**DATA**

────────────────

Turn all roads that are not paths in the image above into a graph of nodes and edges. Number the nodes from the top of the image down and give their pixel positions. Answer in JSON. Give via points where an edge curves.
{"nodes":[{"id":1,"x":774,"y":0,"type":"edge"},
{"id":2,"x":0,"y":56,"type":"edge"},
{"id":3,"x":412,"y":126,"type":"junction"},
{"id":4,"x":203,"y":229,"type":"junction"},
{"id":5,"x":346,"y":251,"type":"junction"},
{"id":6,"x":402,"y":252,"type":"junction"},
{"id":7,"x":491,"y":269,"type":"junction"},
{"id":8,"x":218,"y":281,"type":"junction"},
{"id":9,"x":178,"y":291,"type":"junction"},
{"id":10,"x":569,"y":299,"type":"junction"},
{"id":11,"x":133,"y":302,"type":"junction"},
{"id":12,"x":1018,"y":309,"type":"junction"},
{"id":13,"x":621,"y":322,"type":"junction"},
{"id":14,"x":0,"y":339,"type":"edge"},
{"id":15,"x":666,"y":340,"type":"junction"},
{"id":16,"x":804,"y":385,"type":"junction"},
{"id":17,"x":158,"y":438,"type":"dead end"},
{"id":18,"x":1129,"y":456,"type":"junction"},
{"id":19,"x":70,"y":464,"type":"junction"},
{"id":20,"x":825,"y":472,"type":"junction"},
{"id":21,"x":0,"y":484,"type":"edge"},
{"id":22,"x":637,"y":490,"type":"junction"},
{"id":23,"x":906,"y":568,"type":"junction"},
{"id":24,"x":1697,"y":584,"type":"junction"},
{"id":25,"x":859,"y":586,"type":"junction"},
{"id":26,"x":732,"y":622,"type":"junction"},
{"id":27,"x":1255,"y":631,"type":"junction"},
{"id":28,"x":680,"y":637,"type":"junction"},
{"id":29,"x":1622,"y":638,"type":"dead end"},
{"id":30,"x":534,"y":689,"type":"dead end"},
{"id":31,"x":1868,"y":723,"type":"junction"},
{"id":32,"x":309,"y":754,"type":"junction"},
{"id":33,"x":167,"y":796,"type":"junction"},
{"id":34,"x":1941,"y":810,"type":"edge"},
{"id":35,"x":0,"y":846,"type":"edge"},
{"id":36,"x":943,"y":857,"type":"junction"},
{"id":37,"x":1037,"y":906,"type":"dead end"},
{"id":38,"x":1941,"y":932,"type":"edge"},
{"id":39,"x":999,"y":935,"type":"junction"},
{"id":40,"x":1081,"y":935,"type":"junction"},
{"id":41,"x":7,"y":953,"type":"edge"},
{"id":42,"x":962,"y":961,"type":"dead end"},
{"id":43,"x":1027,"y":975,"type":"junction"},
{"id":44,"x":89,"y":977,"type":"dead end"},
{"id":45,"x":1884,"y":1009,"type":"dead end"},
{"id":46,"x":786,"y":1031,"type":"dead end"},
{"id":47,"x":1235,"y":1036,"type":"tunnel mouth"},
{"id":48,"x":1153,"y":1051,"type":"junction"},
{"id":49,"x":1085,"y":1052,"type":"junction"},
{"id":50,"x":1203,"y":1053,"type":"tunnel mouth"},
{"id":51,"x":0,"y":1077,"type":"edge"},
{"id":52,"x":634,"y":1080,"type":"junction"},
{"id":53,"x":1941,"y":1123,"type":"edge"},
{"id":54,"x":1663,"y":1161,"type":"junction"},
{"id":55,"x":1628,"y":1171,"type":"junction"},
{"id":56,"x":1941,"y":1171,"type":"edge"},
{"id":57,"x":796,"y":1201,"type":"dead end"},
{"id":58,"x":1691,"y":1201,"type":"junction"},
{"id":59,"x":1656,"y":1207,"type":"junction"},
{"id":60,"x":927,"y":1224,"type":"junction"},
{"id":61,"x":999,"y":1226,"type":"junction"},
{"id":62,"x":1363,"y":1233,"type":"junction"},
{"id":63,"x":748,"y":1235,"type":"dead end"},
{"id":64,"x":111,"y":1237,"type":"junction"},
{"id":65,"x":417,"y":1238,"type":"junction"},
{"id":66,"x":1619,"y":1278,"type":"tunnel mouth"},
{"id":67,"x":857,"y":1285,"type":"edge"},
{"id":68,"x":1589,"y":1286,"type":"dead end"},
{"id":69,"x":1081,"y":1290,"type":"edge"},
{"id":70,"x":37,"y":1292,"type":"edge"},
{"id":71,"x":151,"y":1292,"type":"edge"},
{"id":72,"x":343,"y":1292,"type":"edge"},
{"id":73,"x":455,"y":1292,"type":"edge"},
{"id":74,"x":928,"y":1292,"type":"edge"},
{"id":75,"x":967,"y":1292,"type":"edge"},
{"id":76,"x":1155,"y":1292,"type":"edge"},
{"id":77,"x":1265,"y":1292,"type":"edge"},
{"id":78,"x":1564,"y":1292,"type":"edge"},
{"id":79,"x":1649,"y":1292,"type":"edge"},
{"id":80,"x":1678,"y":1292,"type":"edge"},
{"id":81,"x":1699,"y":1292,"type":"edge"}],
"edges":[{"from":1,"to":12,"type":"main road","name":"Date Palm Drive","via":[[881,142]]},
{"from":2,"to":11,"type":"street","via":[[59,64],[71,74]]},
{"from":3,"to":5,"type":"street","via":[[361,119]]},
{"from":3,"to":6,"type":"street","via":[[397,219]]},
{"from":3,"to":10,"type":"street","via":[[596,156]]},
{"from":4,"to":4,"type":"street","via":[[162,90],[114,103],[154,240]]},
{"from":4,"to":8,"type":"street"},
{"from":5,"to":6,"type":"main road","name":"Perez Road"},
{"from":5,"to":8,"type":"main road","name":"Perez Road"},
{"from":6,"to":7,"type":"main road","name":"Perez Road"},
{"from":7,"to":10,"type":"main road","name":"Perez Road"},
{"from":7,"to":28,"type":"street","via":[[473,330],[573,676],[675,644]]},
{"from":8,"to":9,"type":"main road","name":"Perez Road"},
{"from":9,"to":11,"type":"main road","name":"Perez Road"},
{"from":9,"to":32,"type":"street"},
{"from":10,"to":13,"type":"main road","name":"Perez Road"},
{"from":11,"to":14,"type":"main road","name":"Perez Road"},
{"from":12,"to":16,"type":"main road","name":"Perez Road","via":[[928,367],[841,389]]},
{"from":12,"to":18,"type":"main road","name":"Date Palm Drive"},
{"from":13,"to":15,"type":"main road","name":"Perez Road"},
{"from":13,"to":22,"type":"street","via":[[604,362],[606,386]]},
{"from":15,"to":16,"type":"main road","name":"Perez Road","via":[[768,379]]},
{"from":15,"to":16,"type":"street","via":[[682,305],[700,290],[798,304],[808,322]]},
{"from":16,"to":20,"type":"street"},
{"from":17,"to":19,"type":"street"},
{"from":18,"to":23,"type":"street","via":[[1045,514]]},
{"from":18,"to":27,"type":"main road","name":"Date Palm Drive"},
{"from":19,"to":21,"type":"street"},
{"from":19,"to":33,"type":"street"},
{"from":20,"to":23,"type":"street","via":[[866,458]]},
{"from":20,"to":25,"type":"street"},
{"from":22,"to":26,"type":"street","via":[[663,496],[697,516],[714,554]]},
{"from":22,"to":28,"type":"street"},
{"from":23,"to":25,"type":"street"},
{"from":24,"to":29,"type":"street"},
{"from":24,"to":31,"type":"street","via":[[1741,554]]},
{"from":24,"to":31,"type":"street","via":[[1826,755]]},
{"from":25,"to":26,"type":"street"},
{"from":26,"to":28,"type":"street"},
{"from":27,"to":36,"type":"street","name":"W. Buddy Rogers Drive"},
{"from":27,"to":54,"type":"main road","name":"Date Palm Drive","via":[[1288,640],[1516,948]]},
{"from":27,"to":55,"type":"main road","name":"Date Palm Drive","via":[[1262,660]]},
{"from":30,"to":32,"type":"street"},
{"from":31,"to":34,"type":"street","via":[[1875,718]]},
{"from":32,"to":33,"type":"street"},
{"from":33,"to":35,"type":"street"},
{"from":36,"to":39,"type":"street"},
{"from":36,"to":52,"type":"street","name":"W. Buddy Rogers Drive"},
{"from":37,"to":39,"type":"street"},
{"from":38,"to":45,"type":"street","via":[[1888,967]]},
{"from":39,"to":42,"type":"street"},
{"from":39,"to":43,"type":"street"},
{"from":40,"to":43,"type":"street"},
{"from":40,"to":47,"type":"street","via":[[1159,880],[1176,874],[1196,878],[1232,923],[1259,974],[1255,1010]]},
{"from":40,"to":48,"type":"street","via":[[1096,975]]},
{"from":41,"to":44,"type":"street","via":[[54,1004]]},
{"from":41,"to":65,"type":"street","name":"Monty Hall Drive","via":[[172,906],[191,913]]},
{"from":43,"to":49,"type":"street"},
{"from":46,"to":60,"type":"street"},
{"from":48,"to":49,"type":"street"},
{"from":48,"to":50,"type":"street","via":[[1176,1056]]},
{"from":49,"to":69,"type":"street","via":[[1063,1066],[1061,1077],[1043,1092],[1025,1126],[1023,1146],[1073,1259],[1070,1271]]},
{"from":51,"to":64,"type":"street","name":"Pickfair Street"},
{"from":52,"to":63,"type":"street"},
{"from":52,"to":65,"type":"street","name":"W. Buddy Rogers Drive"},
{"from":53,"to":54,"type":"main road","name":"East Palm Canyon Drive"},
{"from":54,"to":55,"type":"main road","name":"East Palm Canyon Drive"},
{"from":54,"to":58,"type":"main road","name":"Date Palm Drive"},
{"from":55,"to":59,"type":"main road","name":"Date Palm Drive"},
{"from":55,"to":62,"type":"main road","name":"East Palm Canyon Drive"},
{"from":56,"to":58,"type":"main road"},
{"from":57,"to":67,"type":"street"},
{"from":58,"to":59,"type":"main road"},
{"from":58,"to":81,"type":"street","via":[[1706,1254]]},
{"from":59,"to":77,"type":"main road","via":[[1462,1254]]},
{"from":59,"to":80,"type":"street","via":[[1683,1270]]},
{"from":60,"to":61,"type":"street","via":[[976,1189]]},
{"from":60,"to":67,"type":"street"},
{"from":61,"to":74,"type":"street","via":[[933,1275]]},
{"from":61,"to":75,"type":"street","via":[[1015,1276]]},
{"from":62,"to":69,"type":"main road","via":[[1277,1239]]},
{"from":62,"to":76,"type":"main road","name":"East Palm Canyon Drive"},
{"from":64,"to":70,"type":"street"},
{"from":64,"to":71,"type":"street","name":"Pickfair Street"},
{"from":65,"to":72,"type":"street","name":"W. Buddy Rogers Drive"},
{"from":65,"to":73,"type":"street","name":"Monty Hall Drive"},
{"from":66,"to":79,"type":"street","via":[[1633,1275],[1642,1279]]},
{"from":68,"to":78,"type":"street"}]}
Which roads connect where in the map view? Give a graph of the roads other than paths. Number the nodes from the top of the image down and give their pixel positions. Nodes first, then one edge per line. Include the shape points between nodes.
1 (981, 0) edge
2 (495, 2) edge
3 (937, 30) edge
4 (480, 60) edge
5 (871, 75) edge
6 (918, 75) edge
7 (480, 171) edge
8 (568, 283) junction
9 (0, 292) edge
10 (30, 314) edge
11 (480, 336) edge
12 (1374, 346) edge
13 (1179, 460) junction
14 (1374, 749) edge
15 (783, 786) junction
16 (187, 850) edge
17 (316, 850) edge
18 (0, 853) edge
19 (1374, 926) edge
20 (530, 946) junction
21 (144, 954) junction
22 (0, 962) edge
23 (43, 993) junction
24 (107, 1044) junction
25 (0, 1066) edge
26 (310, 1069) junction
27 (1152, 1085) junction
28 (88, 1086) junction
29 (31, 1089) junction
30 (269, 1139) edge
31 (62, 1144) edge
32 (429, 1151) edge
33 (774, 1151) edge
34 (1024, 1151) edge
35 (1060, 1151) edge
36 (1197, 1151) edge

────────────────

**WHAT THE TASK REQUIRES**
Go back to the data above and please quote exactly, and only, the lines from the line with "Which roads connect" through its last line.

**COMPLETED TASK**
Which roads connect where in the map view? Give a graph of the roads other than paths. Number the nodes from the top of the image down and give their pixel positions. Nodes first, then one edge per line. Include the shape points between nodes.
1 (981, 0) edge
2 (495, 2) edge
3 (937, 30) edge
4 (480, 60) edge
5 (871, 75) edge
6 (918, 75) edge
7 (480, 171) edge
8 (568, 283) junction
9 (0, 292) edge
10 (30, 314) edge
11 (480, 336) edge
12 (1374, 346) edge
13 (1179, 460) junction
14 (1374, 749) edge
15 (783, 786) junction
16 (187, 850) edge
17 (316, 850) edge
18 (0, 853) edge
19 (1374, 926) edge
20 (530, 946) junction
21 (144, 954) junction
22 (0, 962) edge
23 (43, 993) junction
24 (107, 1044) junction
25 (0, 1066) edge
26 (310, 1069) junction
27 (1152, 1085) junction
28 (88, 1086) junction
29 (31, 1089) junction
30 (269, 1139) edge
31 (62, 1144) edge
32 (429, 1151) edge
33 (774, 1151) edge
34 (1024, 1151) edge
35 (1060, 1151) edge
36 (1197, 1151) edge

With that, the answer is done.